⟨

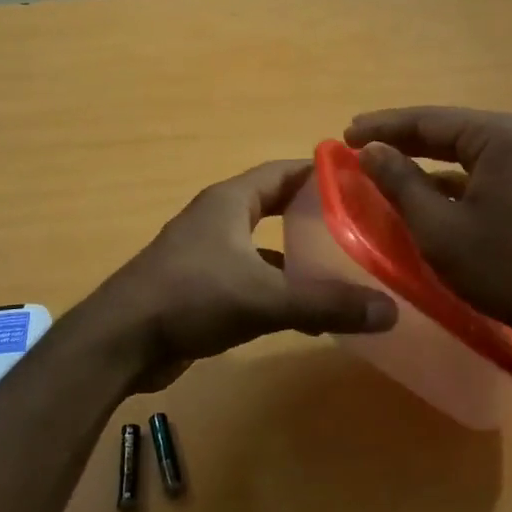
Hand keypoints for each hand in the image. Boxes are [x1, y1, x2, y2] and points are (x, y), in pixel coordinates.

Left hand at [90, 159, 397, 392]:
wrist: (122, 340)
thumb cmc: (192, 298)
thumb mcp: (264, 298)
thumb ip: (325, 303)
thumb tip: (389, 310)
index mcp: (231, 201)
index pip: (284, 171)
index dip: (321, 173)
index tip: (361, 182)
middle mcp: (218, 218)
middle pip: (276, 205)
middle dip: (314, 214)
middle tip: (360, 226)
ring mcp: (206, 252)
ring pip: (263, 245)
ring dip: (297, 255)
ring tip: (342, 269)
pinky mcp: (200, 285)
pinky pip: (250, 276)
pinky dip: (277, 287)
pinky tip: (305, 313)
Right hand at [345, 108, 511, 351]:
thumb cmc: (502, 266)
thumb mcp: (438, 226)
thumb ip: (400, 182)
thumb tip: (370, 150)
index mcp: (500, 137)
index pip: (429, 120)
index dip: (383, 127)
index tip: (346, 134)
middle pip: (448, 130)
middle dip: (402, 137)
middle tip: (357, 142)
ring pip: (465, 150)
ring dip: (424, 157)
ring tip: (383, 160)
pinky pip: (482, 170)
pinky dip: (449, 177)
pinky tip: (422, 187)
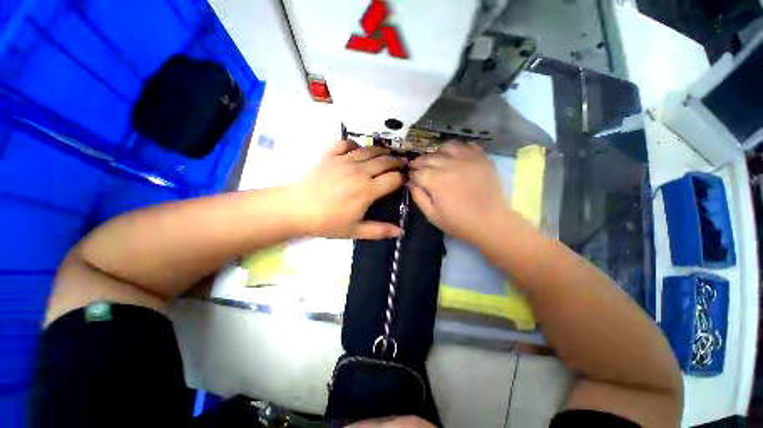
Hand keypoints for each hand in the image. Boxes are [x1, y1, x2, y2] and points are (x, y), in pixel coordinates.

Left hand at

⟩
⟨

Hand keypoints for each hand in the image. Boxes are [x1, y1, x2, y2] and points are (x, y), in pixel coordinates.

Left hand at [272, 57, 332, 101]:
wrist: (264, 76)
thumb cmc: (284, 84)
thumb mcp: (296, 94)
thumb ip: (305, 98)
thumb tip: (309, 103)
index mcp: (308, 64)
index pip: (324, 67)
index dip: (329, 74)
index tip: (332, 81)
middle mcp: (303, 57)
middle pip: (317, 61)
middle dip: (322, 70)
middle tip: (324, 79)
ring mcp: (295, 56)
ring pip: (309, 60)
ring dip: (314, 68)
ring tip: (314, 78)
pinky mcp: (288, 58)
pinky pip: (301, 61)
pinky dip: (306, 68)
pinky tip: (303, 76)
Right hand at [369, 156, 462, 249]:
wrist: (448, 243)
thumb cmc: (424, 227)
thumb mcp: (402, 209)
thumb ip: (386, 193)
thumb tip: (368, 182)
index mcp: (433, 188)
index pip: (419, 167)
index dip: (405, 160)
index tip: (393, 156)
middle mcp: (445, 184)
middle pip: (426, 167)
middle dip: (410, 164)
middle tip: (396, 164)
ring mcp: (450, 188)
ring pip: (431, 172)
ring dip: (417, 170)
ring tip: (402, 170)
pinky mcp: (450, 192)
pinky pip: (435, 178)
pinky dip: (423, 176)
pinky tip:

⟩
⟨

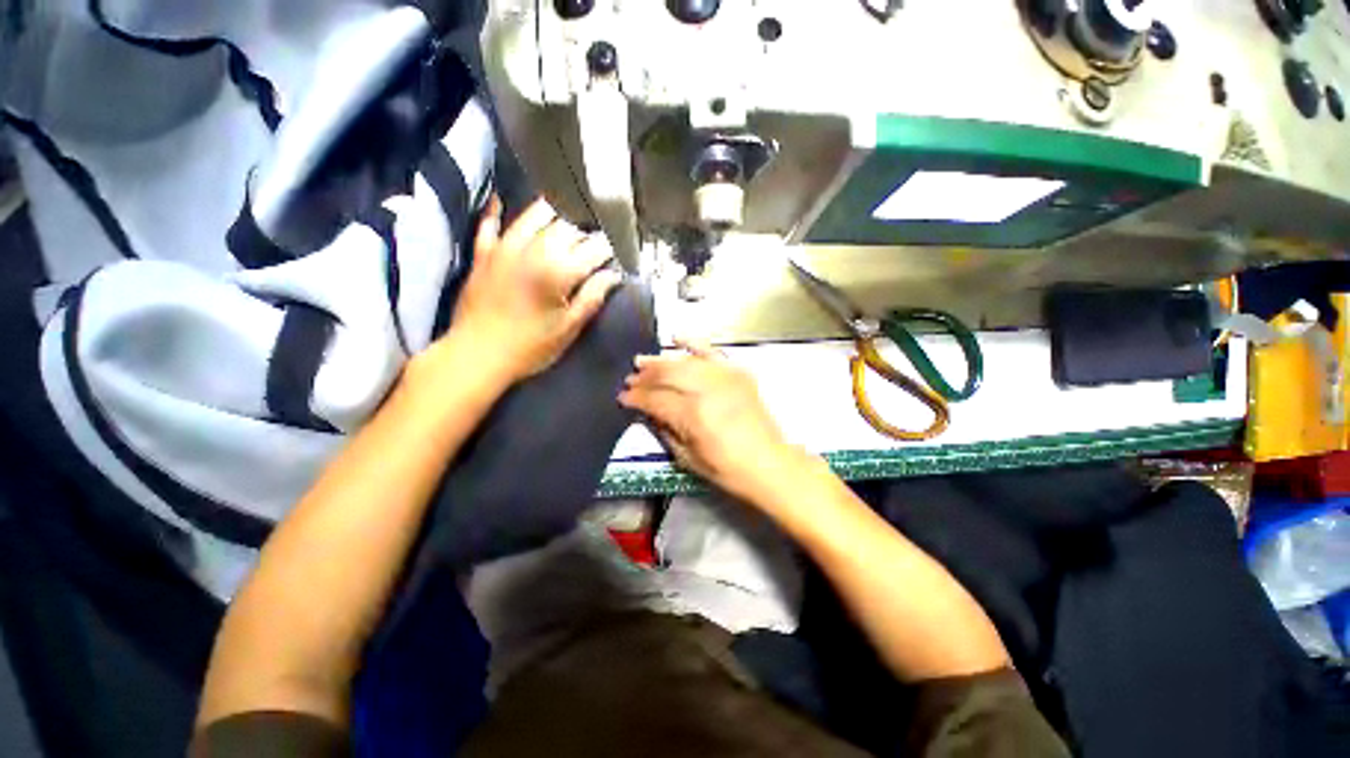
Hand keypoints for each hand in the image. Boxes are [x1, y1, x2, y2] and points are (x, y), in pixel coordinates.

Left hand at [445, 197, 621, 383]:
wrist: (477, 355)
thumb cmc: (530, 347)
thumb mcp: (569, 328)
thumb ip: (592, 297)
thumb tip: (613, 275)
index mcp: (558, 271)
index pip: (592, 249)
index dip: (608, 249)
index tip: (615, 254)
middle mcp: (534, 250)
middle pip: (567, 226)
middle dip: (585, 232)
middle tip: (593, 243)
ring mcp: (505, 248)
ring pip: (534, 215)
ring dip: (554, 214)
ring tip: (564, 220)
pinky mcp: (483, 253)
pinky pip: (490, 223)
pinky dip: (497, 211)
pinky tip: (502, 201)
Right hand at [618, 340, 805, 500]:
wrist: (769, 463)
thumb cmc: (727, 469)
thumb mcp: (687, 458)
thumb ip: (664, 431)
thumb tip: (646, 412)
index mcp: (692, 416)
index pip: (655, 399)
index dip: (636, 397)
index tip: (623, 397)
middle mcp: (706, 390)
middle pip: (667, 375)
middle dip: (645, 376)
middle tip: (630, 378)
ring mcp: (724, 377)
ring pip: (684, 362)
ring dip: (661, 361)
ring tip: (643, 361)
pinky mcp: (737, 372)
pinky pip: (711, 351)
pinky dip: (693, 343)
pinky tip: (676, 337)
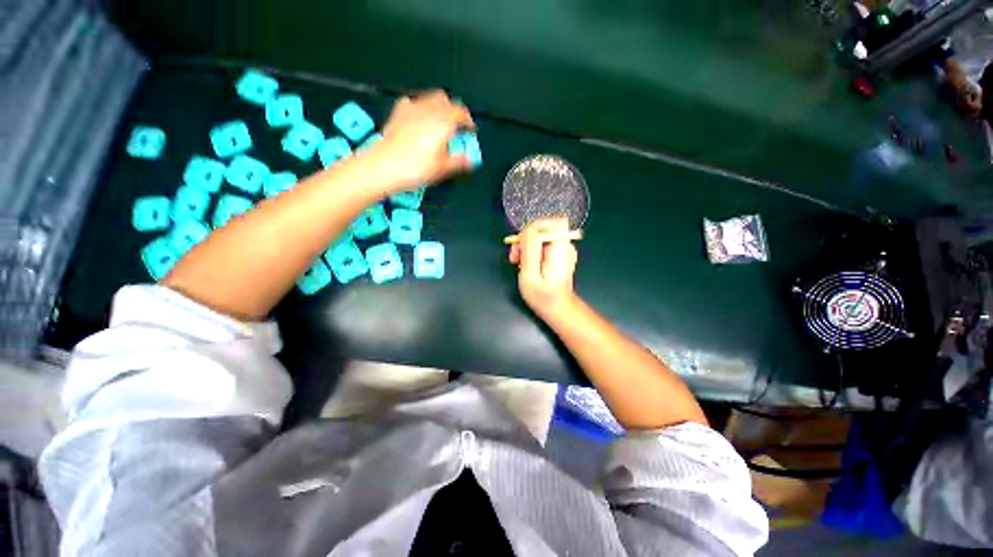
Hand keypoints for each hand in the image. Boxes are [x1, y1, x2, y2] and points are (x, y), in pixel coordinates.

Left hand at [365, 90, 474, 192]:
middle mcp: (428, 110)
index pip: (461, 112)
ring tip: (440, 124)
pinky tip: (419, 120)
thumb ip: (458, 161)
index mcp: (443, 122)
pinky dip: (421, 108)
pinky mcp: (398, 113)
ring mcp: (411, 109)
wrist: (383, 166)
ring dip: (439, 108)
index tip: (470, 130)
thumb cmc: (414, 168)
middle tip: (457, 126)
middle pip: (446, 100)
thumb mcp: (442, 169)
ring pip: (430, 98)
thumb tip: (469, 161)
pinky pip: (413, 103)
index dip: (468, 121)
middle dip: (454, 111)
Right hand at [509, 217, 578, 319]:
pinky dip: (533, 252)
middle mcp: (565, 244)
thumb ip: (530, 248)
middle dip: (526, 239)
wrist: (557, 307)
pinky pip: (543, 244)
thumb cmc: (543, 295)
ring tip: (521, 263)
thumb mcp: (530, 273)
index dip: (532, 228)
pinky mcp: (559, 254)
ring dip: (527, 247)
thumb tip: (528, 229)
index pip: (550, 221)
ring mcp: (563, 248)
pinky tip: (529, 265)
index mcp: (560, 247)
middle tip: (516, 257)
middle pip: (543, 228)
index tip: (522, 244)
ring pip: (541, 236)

⟩

Work instruction
Within the listing above, give again exactly every line from the line with "middle tip: (360, 226)" through the line with "index dip: (383, 127)", both included, and no other line.

Reply
middle tip: (360, 226)
ring mcp: (206, 252)
ring pip: (263, 245)
ring dip: (297, 255)
ring tip: (342, 269)
pinky mcp: (200, 285)
pinky pip: (250, 276)
pinky dip: (277, 287)
pinky tip: (305, 313)
Right hand at [345, 108, 511, 351]:
thumb cmc: (502, 266)
thumb mcp: (438, 226)
thumb ip: (400, 182)
thumb tip: (370, 150)
index mcp: (500, 137)
index pip: (429, 120)
index dip: (383, 127)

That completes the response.